Host to NSX Controller connectivity triage
search cancel

Host to NSX Controller connectivity triage

book

Article ID: 410581

calendar_today

Updated On:

Products

VMware NSX

Issue/Introduction

There could be many reasons for the ESXi Host to NSX controller connectivity to be down. Some examples are: nsx-proxy service is down, certificate issues, network issues, and upgrades modifying some config files.

Environment

VMware NSX-T 4.x and later

Resolution

To help identify the root cause of the issue, there is a run book available on the ESXi host and NSX Edge.
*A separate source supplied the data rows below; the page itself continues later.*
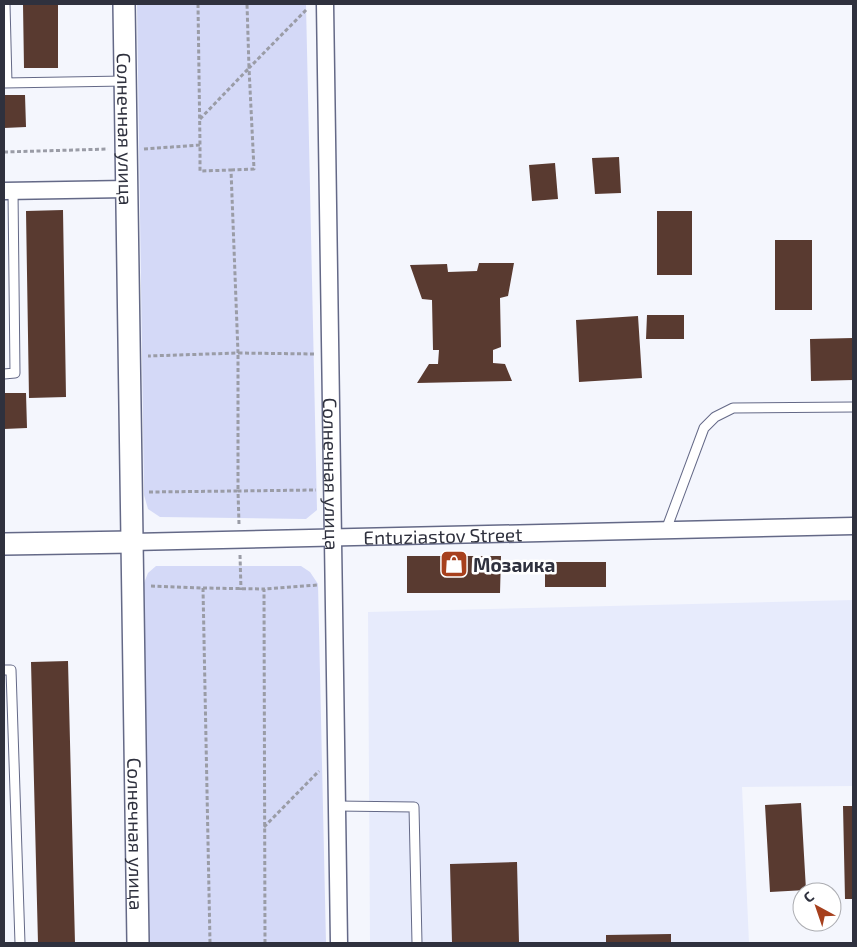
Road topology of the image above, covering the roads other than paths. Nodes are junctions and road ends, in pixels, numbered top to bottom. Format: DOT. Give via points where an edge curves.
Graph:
graph roads {
  1 [pos="5,4"];
  2 [pos="124,4"];
  3 [pos="325,4"];
  4 [pos="126,81"];
  5 [pos="5,83"];
  6 [pos="127,189"];
  7 [pos="8,191"];
  8 [pos="4,374"];
  9 [pos="853,407"];
  10 [pos="853,526"];
  11 [pos="666,530"];
  12 [pos="333,536"];
  13 [pos="132,542"];
  14 [pos="4,544"];
  15 [pos="4,670"];
  16 [pos="337,806"];
  17 [pos="20,943"];
  18 [pos="138,943"];
  19 [pos="339,943"];
  20 [pos="417,943"];
  1 -- 5 [label="lane"];
  2 -- 4 [label="street, Солнечная улица"];
  3 -- 12 [label="street, Солнечная улица"];
  4 -- 5 [label="lane"];
  4 -- 6 [label="street, Солнечная улица"];
  6 -- 7 [label="street"];
  6 -- 13 [label="street, Солнечная улица"];
  7 -- 8 [label="lane" via="15,373"];
  9 -- 11 [label="lane" via="733,408 715,417 704,428"];
  10 -- 11 [label="street, Entuziastov Street"];
  11 -- 12 [label="street, Entuziastov Street"];
  12 -- 13 [label="street, Entuziastov Street"];
  12 -- 16 [label="street, Солнечная улица"];
  13 -- 14 [label="street, Entuziastov Street"];
  13 -- 18 [label="street, Солнечная улица"];
  15 -- 17 [label="lane" via="11,670"];
  16 -- 19 [label="street, Солнечная улица"];
  16 -- 20 [label="lane" via="414,807"];
}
  1. Login into the ESXi host as "root" and invoke nsxcli. Example:

    [root@esxi:~] nsxcli
    esxi.fqdn>

    Log into the NSX Edge as the "admin" user. Example:

    nsxedge>

  2. Set the running-level for runbook to internal. Example:

    esxi.fqdn> set service nsx-ods running-level internal
    Running level: internal

    Note on runbook levels:

    The ODS Runbooks come in two flavors depending on the intended users:

    • External - runbooks the customers can run for their own research
    • Internal - runbooks intended for use by VMware internal employees

    Note: You can also list the available runbooks by running the command "get runbook"

  3. Run this command: "start invocation runbook nsx_proxy"

    The output of this command should give the details of the connectivity between ESXi host and Transport Node and any recommendations on how to resolve the issue.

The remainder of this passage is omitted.